I am building a REST application that makes use of CORS. Every REST call is different and I am finding that there is significant overhead in getting the preflight OPTIONS call. Is there a way to cache and apply a preflight OPTIONS result so that any subsequent calls to the same domain use the cached response?
Preflight can only be applied to the request, not to the entire domain. I brought the same question up on the mailing list, and there were security concerns. Here's the entire thread: http://lists.w3.org/Archives/Public/public-webapps/2012AprJun/0228.html
There are a few things to consider if you'd like to limit the number of preflight requests.
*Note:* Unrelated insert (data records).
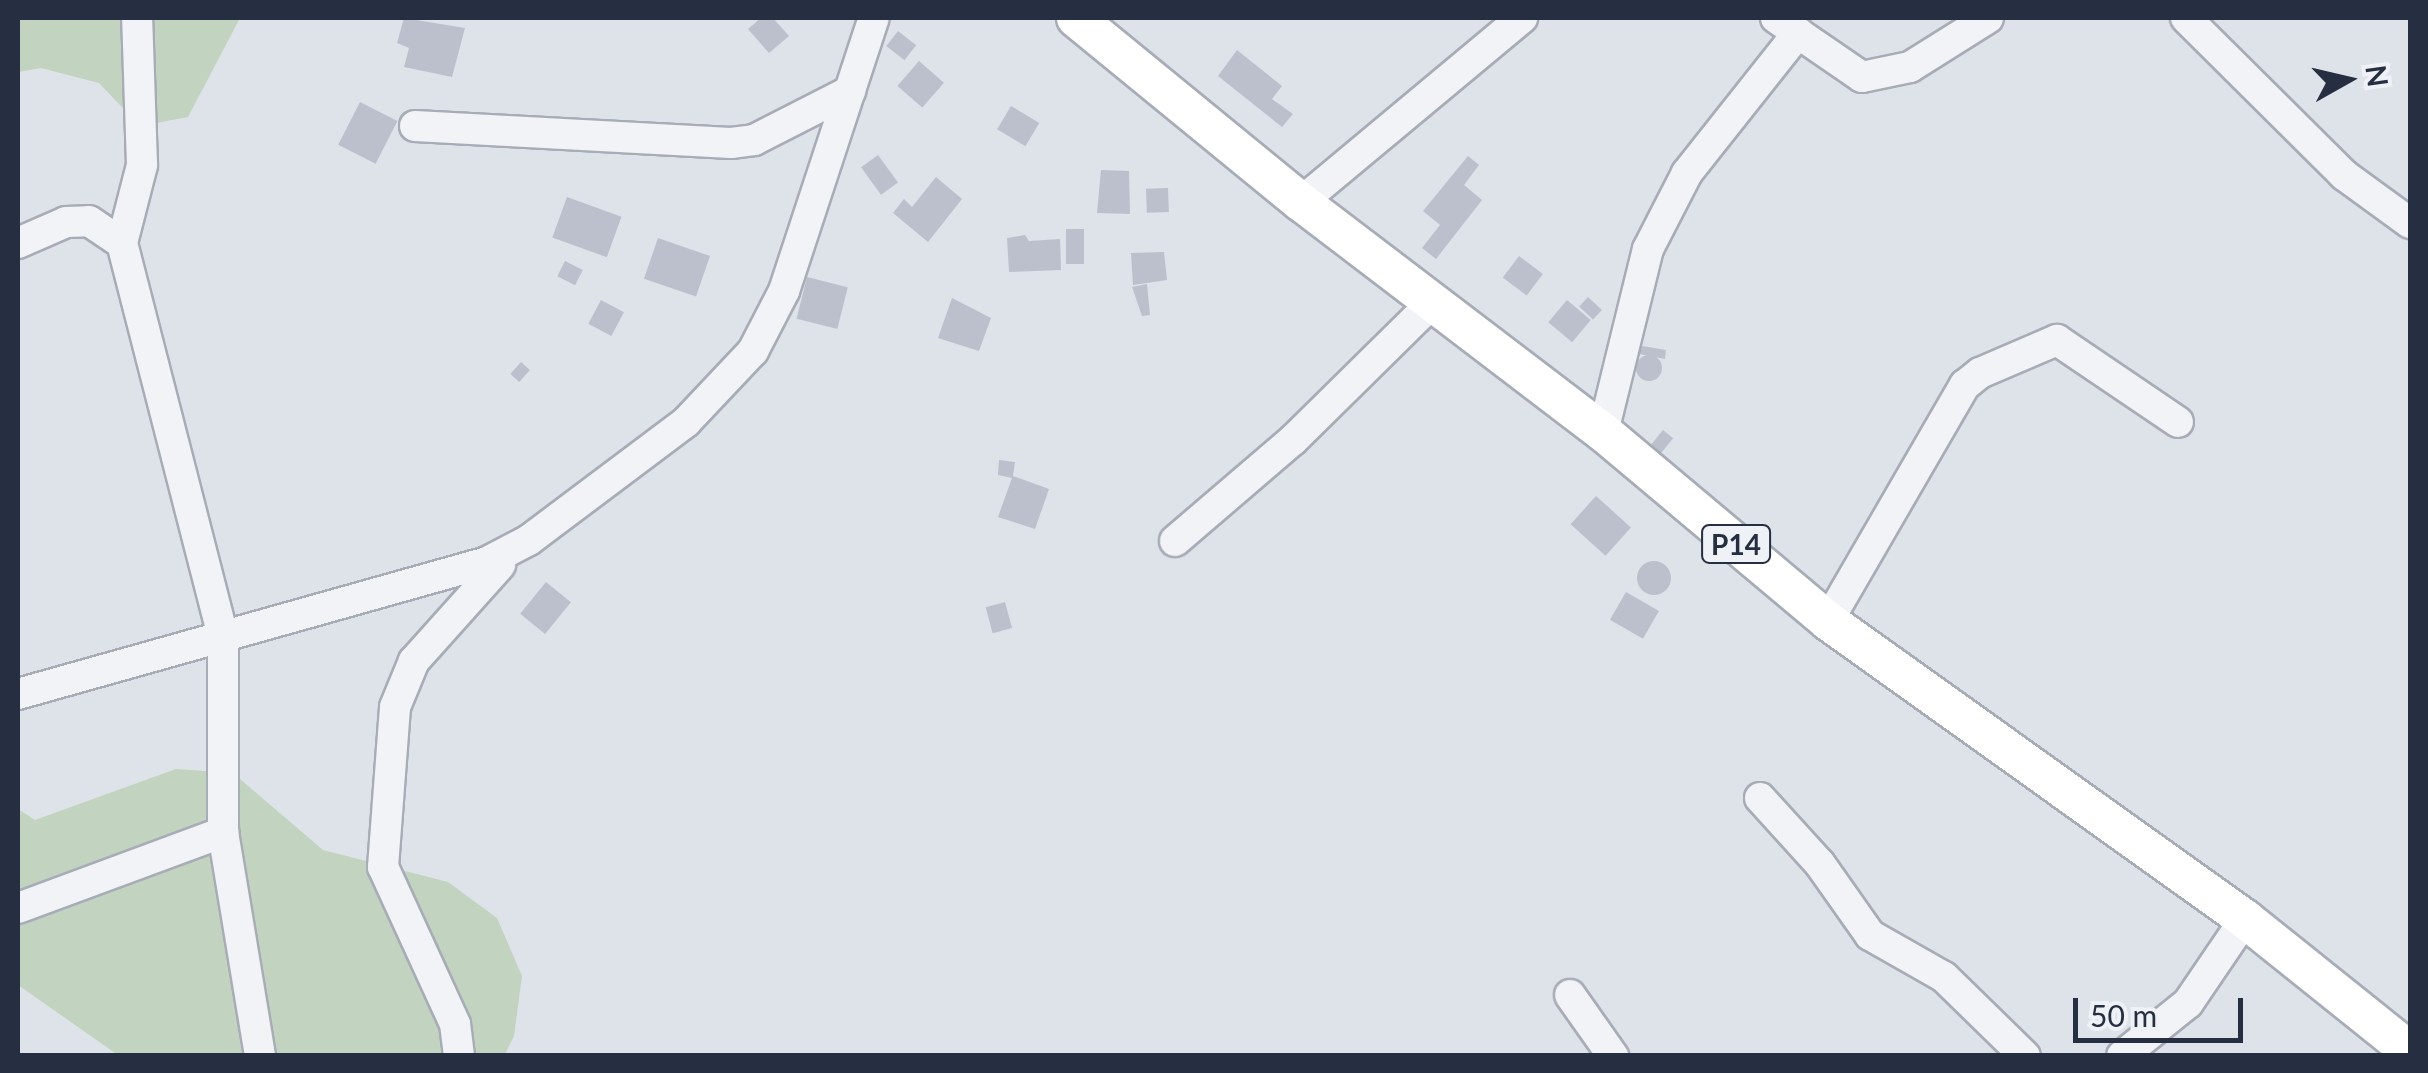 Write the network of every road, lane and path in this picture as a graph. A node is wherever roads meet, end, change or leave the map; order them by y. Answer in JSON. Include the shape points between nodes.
{"nodes":[{"id":1,"x":137,"y":18,"type":"edge"},
{"id":2,"x":874,"y":18,"type":"edge"},
{"id":3,"x":1076,"y":18,"type":"edge"},
{"id":4,"x":1522,"y":18,"type":"edge"},
{"id":5,"x":1988,"y":18,"type":"edge"},
{"id":6,"x":2186,"y":18,"type":"edge"},
{"id":7,"x":1787,"y":26,"type":"edge"},
{"id":8,"x":850,"y":91,"type":"junction"},
{"id":9,"x":415,"y":126,"type":"dead end"},
{"id":10,"x":1301,"y":202,"type":"junction"},
{"id":11,"x":2410,"y":223,"type":"edge"},
{"id":12,"x":18,"y":243,"type":"edge"},
{"id":13,"x":122,"y":244,"type":"junction"},
{"id":14,"x":1434,"y":301,"type":"junction"},
{"id":15,"x":2178,"y":422,"type":"dead end"},
{"id":16,"x":1604,"y":432,"type":"junction"},
{"id":17,"x":528,"y":540,"type":"junction"},
{"id":18,"x":1176,"y":540,"type":"dead end"},
{"id":19,"x":1828,"y":621,"type":"junction"},
{"id":20,"x":222,"y":637,"type":"junction"},
{"id":21,"x":18,"y":694,"type":"edge"},
{"id":22,"x":1760,"y":798,"type":"dead end"},
{"id":23,"x":223,"y":832,"type":"junction"},
{"id":24,"x":18,"y":908,"type":"edge"},
{"id":25,"x":2245,"y":919,"type":"junction"},
{"id":26,"x":1570,"y":995,"type":"dead end"},
{"id":27,"x":2410,"y":1051,"type":"edge"},
{"id":28,"x":260,"y":1056,"type":"edge"},
{"id":29,"x":459,"y":1056,"type":"edge"},
{"id":30,"x":1613,"y":1056,"type":"edge"},
{"id":31,"x":2025,"y":1056,"type":"edge"},
{"id":32,"x":2122,"y":1056,"type":"edge"}],
"edges":[{"from":1,"to":13,"type":"street","via":[[142,165]]},
{"from":2,"to":8,"type":"street"},
{"from":3,"to":10,"type":"main road","number":"P14"},
{"from":4,"to":10,"type":"street"},
{"from":5,"to":7,"type":"street","via":[[1910,67],[1862,78]]},
{"from":6,"to":11,"type":"street","via":[[2344,176]]},
{"from":7,"to":16,"type":"street","via":[[1687,173],[1648,249]]},
{"from":8,"to":9,"type":"street","via":[[754,140],[730,143]]},
{"from":8,"to":17,"type":"street","via":[[784,291],[753,351],[686,422]]},
{"from":10,"to":14,"type":"main road","number":"P14"},
{"from":12,"to":13,"type":"street","via":[[66,222],[89,221]]},
{"from":13,"to":20,"type":"street"},
{"from":14,"to":16,"type":"main road","number":"P14"},
{"from":14,"to":18,"type":"street","via":[[1294,440]]},
{"from":15,"to":19,"type":"street","via":[[2057,340],[1980,372],[1965,385]]},
{"from":16,"to":19,"type":"main road","number":"P14"},
{"from":17,"to":20,"type":"street","via":[[437,581]]},
{"from":17,"to":29,"type":"street","via":[[474,586],[414,661],[395,707],[383,867],[455,1024]]},
{"from":19,"to":25,"type":"main road","number":"P14"},
{"from":20,"to":21,"type":"street"},
{"from":20,"to":23,"type":"street"},
{"from":22,"to":31,"type":"street","via":[[1820,864],[1870,935],[1944,977]]},
{"from":23,"to":24,"type":"street"},
{"from":23,"to":28,"type":"street"},
{"from":25,"to":27,"type":"main road","number":"P14"},
{"from":25,"to":32,"type":"street","via":[[2188,1003]]},
{"from":26,"to":30,"type":"street"}]} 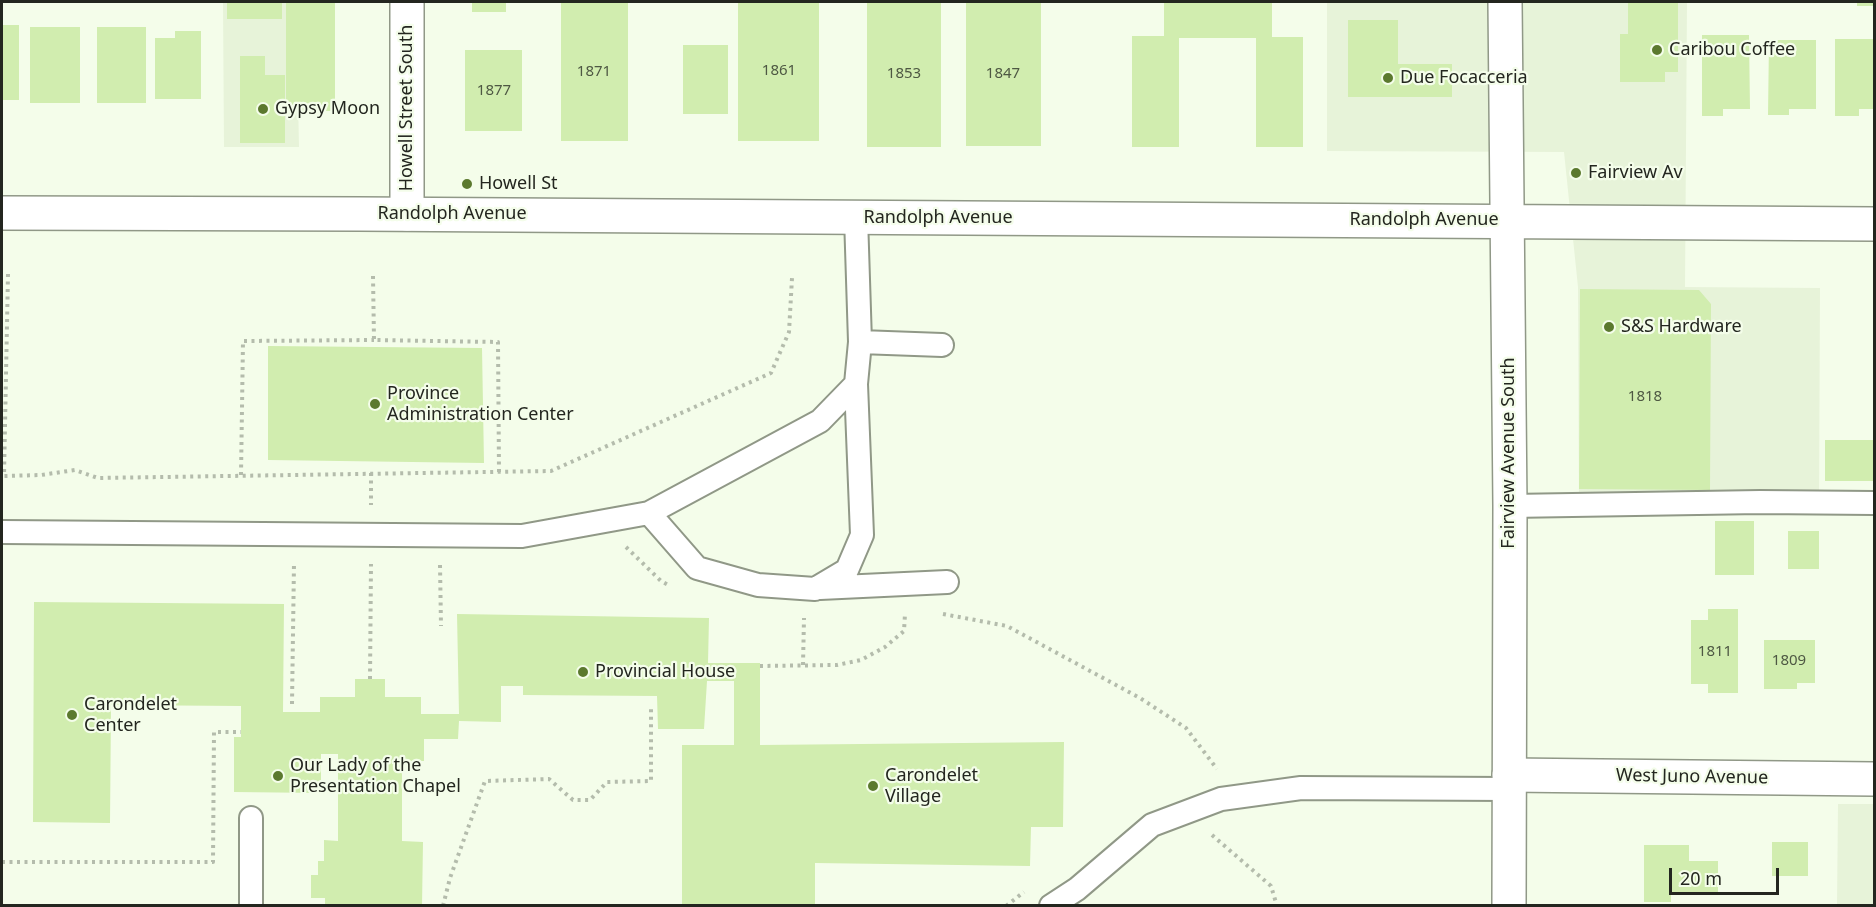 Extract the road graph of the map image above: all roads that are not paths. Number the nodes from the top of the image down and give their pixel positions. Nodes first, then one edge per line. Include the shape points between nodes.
1 (407, 2) edge
2 (1505, 2) edge
3 (2, 213) edge
4 (407, 214) junction
5 (856, 217) junction
6 (1507, 221) junction
7 (1875, 224) edge
8 (860, 342) junction
9 (942, 345) dead end
10 (856, 384) junction
11 (1875, 503) edge
12 (1510, 506) junction
13 (649, 513) junction
14 (2, 532) edge
15 (947, 582) dead end
16 (815, 589) junction
17 (1875, 779) edge
18 (1509, 782) junction
19 (251, 819) dead end
20 (1077, 897) edge
21 (250, 906) edge
22 (1050, 906) edge
23 (1509, 906) edge

1 - 4 main road, Howell Street South
2 - 6 main road, Fairview Avenue South
3 - 4 main road, Randolph Avenue
4 - 5 main road, Randolph Avenue
5 - 6 main road, Randolph Avenue
5 - 8 lane
6 - 7 main road, Randolph Avenue
6 - 12 main road, Fairview Avenue South
8 - 9 lane
8 - 10 lane
10 - 13 lane via 820,421
10 - 16 lane via 862,535 847,570
11 - 12 lane
12 - 18 main road, Fairview Avenue South
13 - 14 lane via 522,536
13 - 16 lane via 697,568 758,585
15 - 16 lane
17 - 18 main road, West Juno Avenue
18 - 20 lane via 1301,788 1221,799 1152,825
18 - 23 main road, Fairview Avenue South
19 - 21 lane
20 - 22 lane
First note that WebKit-based browsers set a max preflight cache lifetime of 10 minutes:
https://github.com/WebKit/webkit/blob/master/Source/WebCore/loader/CrossOriginPreflightResultCache.cpp and Blink-based browsers limit the cache to two hours: https://source.chromium.org/chromium/chromium/src/+/main:services/network/cors/preflight_result.cc;l=40;drc=098756533733ea50b2dcb1c40d9a9e18d49febbe
(I'm not sure if this is true for other browsers). So while you should always set the Access-Control-Max-Age header.
Next note that it is impossible to avoid a preflight on PUT/DELETE requests. So updates/deletes to your API will require at least one preflight every 10 minutes.
On GET/POST, avoid custom headers if at all possible, since these still trigger preflights. If your request has JSON body, note that a Content-Type of 'application/json' (in the request, not response) also triggers a preflight.
If you are willing to bend just how "RESTful" your API is, there are a few more things you can try. One is to use a Content-Type that doesn't need a preflight, like 'text/plain'. Custom headers always trigger preflights, so if you have any custom headers, you could move them into query parameters. At the extreme end, you could use a protocol like JSON-RPC, where all requests are made to a single endpoint.
In all honesty, because of the browser's preflight cache limit of 10/120 minutes, and REST's resource urls, the preflight cache is of limited value. There's very little you can do to limit preflights over the course of a long running app. I'm hopeful the authors of the CORS spec will try to address this in the future.